Ursprünglich sollte EE 2.0 also vorgestern als finale Version erscheinen. Allerdings hatte man einen Soft Launch geplant, d.h. ohne große Ankündigung und Promotion im Netz. Später hieß es dann, dass am 01.12.2009 lediglich ein erster Release Candidate erscheinen solle. Wiederum ein paar Wochen später kristallisierte sich dann heraus, dass EE 2.0 am 01.12.2009 als Public Beta erscheinen solle.
Am 01.12.2009 kam dann wiederum etwas dazwischen, so dass die Veröffentlichung auf den gestrigen 02.12.2009 verschoben werden musste. Gestern Abend war es dann aber endlich soweit.

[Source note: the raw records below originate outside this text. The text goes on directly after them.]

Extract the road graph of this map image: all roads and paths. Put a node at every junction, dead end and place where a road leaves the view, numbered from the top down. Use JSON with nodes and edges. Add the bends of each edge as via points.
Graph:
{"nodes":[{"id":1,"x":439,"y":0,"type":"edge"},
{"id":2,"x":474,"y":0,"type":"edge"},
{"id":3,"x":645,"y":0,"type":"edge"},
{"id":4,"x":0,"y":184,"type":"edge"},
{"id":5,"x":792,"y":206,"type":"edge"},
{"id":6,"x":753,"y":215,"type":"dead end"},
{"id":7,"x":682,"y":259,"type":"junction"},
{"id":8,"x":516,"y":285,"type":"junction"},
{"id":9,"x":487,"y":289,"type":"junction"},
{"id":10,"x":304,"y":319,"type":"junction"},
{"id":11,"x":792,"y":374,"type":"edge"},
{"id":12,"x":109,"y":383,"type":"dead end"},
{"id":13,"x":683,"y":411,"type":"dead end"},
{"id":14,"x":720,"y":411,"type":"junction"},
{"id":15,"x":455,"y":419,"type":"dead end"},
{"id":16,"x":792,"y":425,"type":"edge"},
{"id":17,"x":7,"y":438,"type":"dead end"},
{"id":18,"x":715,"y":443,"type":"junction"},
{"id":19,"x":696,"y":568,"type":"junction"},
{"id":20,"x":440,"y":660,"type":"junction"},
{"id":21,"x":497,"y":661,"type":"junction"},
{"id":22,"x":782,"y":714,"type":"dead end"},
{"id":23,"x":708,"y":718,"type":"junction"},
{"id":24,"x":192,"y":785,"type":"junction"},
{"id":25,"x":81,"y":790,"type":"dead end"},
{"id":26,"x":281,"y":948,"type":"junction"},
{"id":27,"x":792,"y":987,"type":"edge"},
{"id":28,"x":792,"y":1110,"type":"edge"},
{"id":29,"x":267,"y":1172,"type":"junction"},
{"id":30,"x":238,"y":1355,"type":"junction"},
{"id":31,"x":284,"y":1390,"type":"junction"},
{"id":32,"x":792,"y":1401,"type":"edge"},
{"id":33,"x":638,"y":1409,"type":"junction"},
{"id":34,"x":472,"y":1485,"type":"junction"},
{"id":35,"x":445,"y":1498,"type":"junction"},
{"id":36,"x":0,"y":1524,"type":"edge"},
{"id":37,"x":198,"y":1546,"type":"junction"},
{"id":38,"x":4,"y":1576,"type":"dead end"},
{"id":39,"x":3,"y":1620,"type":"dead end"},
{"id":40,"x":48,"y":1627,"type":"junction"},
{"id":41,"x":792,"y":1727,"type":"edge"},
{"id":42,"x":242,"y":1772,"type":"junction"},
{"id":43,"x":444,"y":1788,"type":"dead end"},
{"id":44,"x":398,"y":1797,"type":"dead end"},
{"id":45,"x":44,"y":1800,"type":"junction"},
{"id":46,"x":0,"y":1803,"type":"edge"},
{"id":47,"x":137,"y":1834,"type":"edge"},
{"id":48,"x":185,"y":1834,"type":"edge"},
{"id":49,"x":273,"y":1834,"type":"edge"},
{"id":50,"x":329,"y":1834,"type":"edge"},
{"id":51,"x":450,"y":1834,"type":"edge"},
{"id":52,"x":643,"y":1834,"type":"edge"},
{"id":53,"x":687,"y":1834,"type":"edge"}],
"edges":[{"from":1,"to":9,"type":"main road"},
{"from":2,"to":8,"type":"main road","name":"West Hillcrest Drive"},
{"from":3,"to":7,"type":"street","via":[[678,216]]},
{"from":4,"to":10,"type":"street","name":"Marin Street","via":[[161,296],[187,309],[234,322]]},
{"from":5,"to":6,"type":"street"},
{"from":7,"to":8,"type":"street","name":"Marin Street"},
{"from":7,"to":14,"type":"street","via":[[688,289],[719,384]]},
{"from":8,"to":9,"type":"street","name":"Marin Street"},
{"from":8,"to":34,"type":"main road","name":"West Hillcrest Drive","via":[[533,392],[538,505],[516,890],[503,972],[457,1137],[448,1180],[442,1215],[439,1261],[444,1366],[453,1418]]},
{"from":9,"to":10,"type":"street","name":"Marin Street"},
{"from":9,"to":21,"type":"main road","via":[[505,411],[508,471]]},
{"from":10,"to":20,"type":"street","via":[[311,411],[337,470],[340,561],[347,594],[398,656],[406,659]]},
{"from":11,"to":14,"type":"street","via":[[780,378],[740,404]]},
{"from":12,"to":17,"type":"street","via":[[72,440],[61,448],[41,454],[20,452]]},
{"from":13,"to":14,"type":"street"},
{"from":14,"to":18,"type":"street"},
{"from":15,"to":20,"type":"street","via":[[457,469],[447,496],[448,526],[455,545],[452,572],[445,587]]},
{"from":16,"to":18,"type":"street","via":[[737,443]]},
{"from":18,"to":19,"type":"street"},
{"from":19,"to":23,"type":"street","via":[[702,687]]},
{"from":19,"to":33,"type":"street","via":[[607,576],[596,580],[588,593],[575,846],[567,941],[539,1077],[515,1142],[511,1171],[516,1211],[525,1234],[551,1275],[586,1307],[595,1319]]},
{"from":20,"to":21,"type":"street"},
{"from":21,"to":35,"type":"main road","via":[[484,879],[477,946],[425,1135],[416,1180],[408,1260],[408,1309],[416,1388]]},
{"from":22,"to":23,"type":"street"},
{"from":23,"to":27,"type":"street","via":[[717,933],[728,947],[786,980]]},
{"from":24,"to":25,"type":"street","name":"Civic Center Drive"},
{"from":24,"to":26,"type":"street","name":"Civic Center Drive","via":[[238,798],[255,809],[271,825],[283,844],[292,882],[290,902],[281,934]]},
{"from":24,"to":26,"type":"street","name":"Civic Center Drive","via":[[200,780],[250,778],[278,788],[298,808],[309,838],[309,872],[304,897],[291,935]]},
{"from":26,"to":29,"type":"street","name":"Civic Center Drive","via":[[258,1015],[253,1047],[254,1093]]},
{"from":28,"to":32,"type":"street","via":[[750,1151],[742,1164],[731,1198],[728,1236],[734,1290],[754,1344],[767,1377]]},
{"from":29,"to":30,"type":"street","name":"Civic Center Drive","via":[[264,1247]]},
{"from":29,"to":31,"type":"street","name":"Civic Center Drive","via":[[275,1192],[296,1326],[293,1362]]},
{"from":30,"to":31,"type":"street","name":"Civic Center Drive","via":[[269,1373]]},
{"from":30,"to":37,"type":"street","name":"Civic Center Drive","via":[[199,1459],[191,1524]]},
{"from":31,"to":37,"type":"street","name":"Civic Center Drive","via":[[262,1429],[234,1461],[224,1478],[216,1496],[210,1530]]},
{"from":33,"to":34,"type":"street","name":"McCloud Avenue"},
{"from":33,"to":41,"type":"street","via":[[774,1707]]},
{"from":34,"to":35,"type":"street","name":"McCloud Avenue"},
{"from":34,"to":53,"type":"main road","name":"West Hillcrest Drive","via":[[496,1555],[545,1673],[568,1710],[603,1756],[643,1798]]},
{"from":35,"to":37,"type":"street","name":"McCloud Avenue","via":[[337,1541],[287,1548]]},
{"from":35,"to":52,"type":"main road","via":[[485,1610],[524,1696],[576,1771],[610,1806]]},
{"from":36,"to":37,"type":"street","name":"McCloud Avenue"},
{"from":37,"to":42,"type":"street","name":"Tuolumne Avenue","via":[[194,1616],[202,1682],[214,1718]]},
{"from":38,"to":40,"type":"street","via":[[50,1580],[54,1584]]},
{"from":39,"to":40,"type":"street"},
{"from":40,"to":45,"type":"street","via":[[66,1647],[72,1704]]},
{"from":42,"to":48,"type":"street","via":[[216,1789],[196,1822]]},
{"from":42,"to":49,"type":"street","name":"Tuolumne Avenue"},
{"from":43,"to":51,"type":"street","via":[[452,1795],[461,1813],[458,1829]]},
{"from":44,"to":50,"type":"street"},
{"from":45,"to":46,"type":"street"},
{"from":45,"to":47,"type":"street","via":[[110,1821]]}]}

Da ich Zeit hatte und ohnehin eine EE 1.6.8-Lizenz, hatte ich die 50 USD für ein Upgrade investiert und mir EE 2.0 PB1 heruntergeladen (es gibt auch eine für 30 Tage funktionierende kostenlose Trial-Version, dafür muss auf dem Server allerdings der Zend Optimizer installiert sein). Im Paket befinden sich die letzte EE 1.x-Version sowie die 2.0 PB1. Letztere ist entpackt etwa satte 17 MB schwer und umfasst 1.700 Dateien (einschl. CodeIgniter, auf dem EE nun basiert). Damit ist ExpressionEngine schon lange kein Leichtgewicht mehr unter den CMS und das Hochladen dauerte auch eine Weile.
Die Installation verlief dann aber ohne Probleme. Das Backend ist wirklich hübsch gemacht und nach einer Weile findet man sich als EE-User auch zurecht. Allerdings ist die neue Navigation genauso unübersichtlich, wie sie es bei der alten Version war. Nur anders eben.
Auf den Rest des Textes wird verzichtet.